**AIM OF THE EXERCISE:**
Using the records below, write out again exactly the lines that begin at the line containing "398,0 L 400,18" and end at the line containing "M 763,910 L 769,926 L 767,933", and no other lines.

╭─ EXCERPTED DATA

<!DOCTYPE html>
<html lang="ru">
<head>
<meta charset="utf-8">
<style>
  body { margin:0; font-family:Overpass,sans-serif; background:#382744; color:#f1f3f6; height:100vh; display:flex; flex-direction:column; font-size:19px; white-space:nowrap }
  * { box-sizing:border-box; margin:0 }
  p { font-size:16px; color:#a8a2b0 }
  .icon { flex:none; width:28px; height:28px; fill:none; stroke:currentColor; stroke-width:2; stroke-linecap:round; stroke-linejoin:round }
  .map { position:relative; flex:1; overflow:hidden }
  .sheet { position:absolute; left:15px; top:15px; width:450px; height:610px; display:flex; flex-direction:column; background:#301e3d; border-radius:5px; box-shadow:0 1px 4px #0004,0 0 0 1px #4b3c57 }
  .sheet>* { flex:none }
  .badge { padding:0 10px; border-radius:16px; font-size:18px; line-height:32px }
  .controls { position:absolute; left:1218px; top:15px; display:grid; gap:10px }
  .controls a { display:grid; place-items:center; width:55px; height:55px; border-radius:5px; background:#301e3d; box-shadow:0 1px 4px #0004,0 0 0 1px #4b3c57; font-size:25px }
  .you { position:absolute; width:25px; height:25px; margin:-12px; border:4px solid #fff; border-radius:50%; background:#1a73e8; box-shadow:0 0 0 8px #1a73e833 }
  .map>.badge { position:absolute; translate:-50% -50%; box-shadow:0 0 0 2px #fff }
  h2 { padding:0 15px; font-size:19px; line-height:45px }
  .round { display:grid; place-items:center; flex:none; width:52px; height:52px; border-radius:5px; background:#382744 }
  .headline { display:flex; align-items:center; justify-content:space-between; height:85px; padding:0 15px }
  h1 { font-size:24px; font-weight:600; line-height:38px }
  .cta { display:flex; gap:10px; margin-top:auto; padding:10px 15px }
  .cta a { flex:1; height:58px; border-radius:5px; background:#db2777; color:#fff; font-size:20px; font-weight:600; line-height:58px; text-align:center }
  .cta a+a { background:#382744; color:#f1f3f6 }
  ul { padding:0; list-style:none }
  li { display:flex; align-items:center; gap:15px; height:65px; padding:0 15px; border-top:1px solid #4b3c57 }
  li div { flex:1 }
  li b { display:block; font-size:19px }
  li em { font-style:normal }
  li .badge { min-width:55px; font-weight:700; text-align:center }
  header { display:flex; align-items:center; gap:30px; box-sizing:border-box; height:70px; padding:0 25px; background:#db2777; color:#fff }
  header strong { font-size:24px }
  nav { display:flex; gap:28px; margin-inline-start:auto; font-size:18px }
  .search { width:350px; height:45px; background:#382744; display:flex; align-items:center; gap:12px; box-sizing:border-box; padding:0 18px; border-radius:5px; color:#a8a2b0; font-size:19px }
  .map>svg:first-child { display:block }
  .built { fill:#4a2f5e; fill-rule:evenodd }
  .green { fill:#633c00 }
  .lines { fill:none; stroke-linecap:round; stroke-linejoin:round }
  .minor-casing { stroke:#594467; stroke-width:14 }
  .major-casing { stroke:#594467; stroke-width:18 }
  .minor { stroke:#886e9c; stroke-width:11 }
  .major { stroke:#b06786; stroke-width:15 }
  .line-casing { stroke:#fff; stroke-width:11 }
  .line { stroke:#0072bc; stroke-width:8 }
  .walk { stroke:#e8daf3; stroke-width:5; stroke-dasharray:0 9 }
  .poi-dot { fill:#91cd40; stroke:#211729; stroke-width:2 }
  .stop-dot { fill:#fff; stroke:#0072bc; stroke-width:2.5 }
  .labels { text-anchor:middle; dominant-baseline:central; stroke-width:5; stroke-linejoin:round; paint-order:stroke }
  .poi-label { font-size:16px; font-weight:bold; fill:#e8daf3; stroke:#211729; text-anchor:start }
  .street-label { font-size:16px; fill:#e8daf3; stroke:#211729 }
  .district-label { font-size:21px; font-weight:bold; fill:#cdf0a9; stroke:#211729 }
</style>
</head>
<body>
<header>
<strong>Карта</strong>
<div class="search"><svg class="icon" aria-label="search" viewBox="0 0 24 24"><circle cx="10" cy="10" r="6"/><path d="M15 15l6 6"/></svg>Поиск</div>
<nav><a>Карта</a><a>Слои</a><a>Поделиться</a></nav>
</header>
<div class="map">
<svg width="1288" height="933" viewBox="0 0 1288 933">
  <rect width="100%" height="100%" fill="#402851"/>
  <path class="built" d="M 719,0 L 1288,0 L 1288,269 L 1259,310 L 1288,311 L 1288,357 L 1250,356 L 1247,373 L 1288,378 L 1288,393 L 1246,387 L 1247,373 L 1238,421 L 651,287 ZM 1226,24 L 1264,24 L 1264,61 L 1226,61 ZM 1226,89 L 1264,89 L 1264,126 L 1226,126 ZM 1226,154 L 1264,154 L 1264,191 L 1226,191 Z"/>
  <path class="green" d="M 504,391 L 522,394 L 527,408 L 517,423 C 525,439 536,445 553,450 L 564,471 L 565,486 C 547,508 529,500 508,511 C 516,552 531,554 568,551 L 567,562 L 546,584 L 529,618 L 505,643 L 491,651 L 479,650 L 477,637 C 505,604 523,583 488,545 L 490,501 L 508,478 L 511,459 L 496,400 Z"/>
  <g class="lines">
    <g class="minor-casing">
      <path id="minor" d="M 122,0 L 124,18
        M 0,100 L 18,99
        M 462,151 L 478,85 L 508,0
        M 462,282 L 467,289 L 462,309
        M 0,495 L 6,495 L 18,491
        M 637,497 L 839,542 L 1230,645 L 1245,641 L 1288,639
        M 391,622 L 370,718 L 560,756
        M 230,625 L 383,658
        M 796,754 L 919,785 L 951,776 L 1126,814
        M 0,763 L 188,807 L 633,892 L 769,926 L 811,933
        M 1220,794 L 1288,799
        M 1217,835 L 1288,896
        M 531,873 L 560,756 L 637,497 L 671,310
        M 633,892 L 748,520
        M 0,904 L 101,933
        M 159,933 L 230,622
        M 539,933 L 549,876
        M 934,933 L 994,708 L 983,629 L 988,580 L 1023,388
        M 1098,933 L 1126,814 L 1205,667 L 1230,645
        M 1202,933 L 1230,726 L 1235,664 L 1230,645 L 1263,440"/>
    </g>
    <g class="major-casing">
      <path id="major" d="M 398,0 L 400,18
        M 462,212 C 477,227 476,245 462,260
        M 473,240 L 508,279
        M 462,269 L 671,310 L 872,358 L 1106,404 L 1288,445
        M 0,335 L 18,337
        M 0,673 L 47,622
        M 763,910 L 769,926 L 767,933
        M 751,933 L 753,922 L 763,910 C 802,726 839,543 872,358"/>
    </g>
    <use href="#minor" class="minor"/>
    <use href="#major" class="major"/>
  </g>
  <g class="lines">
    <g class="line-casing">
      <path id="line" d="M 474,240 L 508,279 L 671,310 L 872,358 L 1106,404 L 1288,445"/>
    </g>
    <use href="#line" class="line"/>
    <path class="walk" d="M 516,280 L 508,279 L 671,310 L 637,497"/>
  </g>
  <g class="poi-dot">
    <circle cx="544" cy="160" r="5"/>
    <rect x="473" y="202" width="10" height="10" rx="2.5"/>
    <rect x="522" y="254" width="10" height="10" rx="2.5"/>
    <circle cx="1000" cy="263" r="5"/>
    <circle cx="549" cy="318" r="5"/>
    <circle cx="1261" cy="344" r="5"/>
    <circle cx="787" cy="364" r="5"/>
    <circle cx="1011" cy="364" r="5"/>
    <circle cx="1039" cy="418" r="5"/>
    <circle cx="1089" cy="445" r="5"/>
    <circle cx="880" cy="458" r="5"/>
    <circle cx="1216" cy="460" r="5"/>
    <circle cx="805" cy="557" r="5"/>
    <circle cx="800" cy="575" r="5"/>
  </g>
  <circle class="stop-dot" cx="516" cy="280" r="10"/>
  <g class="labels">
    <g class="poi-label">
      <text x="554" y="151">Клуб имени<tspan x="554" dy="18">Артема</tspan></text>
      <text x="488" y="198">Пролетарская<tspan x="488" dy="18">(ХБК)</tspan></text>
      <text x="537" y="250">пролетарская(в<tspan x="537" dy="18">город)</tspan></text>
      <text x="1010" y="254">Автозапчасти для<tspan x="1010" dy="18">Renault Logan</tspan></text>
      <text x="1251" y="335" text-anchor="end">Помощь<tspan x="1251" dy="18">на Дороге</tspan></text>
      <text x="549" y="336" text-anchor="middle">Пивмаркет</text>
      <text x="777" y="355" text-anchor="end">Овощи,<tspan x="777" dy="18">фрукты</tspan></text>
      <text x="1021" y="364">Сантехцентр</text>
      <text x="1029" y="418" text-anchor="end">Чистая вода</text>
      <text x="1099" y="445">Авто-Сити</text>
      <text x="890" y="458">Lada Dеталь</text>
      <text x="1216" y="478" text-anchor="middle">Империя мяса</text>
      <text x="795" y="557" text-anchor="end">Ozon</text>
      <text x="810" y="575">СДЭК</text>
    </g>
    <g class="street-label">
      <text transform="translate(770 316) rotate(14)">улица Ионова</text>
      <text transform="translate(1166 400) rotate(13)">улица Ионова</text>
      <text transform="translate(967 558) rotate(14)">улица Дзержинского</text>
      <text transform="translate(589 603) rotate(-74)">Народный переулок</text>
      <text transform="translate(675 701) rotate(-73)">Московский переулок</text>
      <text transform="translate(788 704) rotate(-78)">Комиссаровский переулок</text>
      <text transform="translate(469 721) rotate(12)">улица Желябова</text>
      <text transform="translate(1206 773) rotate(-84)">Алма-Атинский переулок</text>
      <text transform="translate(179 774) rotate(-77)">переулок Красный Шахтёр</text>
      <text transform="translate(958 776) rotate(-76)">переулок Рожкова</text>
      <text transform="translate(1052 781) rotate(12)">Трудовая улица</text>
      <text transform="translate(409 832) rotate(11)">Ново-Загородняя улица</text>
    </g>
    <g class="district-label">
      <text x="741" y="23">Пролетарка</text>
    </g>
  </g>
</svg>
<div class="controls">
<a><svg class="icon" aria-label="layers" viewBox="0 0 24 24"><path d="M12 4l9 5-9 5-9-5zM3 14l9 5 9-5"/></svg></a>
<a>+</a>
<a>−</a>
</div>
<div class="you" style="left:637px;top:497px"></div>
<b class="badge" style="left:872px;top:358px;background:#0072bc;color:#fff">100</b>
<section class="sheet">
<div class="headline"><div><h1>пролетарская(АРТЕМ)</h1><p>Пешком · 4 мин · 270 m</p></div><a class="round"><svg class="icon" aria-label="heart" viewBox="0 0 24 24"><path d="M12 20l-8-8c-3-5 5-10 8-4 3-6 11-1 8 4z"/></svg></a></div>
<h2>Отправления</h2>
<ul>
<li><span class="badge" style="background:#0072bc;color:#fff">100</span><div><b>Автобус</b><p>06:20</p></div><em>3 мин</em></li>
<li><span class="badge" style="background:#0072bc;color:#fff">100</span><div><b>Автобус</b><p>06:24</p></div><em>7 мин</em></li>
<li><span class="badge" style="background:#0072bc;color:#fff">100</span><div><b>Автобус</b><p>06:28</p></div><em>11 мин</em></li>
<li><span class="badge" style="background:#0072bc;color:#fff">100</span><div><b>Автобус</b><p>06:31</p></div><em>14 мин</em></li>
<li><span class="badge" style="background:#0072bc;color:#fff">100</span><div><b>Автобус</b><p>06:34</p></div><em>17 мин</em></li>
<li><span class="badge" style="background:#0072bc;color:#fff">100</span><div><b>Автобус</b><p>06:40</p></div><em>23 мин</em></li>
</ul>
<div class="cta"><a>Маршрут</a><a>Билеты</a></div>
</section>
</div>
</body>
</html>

╰─

**ANSWER AREA:**
      <path id="major" d="M 398,0 L 400,18
        M 462,212 C 477,227 476,245 462,260
        M 473,240 L 508,279
        M 462,269 L 671,310 L 872,358 L 1106,404 L 1288,445
        M 0,335 L 18,337
        M 0,673 L 47,622
        M 763,910 L 769,926 L 767,933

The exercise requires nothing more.